DATASET RECORDS:
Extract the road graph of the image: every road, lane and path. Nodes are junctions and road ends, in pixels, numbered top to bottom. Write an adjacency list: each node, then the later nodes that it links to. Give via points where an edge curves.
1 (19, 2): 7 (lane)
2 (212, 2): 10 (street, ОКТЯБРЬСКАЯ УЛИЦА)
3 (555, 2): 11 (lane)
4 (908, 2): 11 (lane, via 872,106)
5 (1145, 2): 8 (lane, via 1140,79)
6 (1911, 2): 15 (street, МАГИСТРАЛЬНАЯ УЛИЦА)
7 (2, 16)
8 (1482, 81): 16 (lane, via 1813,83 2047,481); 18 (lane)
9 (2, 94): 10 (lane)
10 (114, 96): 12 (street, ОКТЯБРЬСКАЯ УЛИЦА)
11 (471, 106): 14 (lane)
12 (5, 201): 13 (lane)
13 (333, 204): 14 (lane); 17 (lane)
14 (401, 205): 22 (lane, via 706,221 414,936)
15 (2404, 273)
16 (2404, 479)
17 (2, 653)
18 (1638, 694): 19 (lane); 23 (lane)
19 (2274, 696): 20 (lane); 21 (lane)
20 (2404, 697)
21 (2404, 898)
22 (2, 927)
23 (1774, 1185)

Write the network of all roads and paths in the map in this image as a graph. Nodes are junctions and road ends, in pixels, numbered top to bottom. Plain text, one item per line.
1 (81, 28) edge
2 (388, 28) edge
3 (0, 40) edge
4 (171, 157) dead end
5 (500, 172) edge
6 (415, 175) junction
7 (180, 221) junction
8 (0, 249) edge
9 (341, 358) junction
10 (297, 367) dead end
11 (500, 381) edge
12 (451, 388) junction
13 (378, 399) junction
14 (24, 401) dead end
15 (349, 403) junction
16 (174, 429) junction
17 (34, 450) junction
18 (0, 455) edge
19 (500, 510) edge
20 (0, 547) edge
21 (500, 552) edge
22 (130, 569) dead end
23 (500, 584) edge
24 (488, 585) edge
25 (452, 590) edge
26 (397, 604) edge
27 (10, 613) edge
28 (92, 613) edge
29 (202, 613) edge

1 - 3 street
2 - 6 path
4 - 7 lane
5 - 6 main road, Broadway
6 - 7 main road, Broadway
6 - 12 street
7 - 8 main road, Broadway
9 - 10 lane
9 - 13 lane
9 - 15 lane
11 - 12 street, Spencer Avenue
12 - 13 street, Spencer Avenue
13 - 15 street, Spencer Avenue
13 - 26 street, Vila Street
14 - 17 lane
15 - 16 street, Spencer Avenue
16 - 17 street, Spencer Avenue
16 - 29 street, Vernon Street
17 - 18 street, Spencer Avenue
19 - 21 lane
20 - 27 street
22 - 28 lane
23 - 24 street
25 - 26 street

EXERCISE AIM: Every entry needs to be copied exactly as it was written.

THE ANSWER:
Extract the road graph of the image: every road, lane and path. Nodes are junctions and road ends, in pixels, numbered top to bottom. Write an adjacency list: each node, then the later nodes that it links to. Give via points where an edge curves.
1 (19, 2): 7 (lane)
2 (212, 2): 10 (street, ОКТЯБРЬСКАЯ УЛИЦА)
3 (555, 2): 11 (lane)
4 (908, 2): 11 (lane, via 872,106)
5 (1145, 2): 8 (lane, via 1140,79)
6 (1911, 2): 15 (street, МАГИСТРАЛЬНАЯ УЛИЦА)
7 (2, 16)
8 (1482, 81): 16 (lane, via 1813,83 2047,481); 18 (lane)
9 (2, 94): 10 (lane)
10 (114, 96): 12 (street, ОКТЯБРЬСКАЯ УЛИЦА)
11 (471, 106): 14 (lane)
12 (5, 201): 13 (lane)
13 (333, 204): 14 (lane); 17 (lane)
14 (401, 205): 22 (lane, via 706,221 414,936)
15 (2404, 273)
16 (2404, 479)
17 (2, 653)
18 (1638, 694): 19 (lane); 23 (lane)
19 (2274, 696): 20 (lane); 21 (lane)
20 (2404, 697)
21 (2404, 898)
22 (2, 927)
23 (1774, 1185)

Write the network of all roads and paths in the map in this image as a graph. Nodes are junctions and road ends, in pixels, numbered top to bottom. Plain text, one item per line.
1 (81, 28) edge
2 (388, 28) edge
3 (0, 40) edge
4 (171, 157) dead end
5 (500, 172) edge
6 (415, 175) junction
7 (180, 221) junction
8 (0, 249) edge
9 (341, 358) junction
10 (297, 367) dead end
11 (500, 381) edge
12 (451, 388) junction
13 (378, 399) junction
14 (24, 401) dead end
15 (349, 403) junction
16 (174, 429) junction
17 (34, 450) junction
18 (0, 455) edge
19 (500, 510) edge
20 (0, 547) edge
21 (500, 552) edge
22 (130, 569) dead end
23 (500, 584) edge
24 (488, 585) edge
25 (452, 590) edge
26 (397, 604) edge
27 (10, 613) edge
28 (92, 613) edge
29 (202, 613) edge

1 - 3 street
2 - 6 path
4 - 7 lane
5 - 6 main road, Broadway
6 - 7 main road, Broadway
6 - 12 street
7 - 8 main road, Broadway
9 - 10 lane
9 - 13 lane
9 - 15 lane
11 - 12 street, Spencer Avenue
12 - 13 street, Spencer Avenue
13 - 15 street, Spencer Avenue
13 - 26 street, Vila Street
14 - 17 lane
15 - 16 street, Spencer Avenue
16 - 17 street, Spencer Avenue
16 - 29 street, Vernon Street
17 - 18 street, Spencer Avenue
19 - 21 lane
20 - 27 street
22 - 28 lane
23 - 24 street
25 - 26 street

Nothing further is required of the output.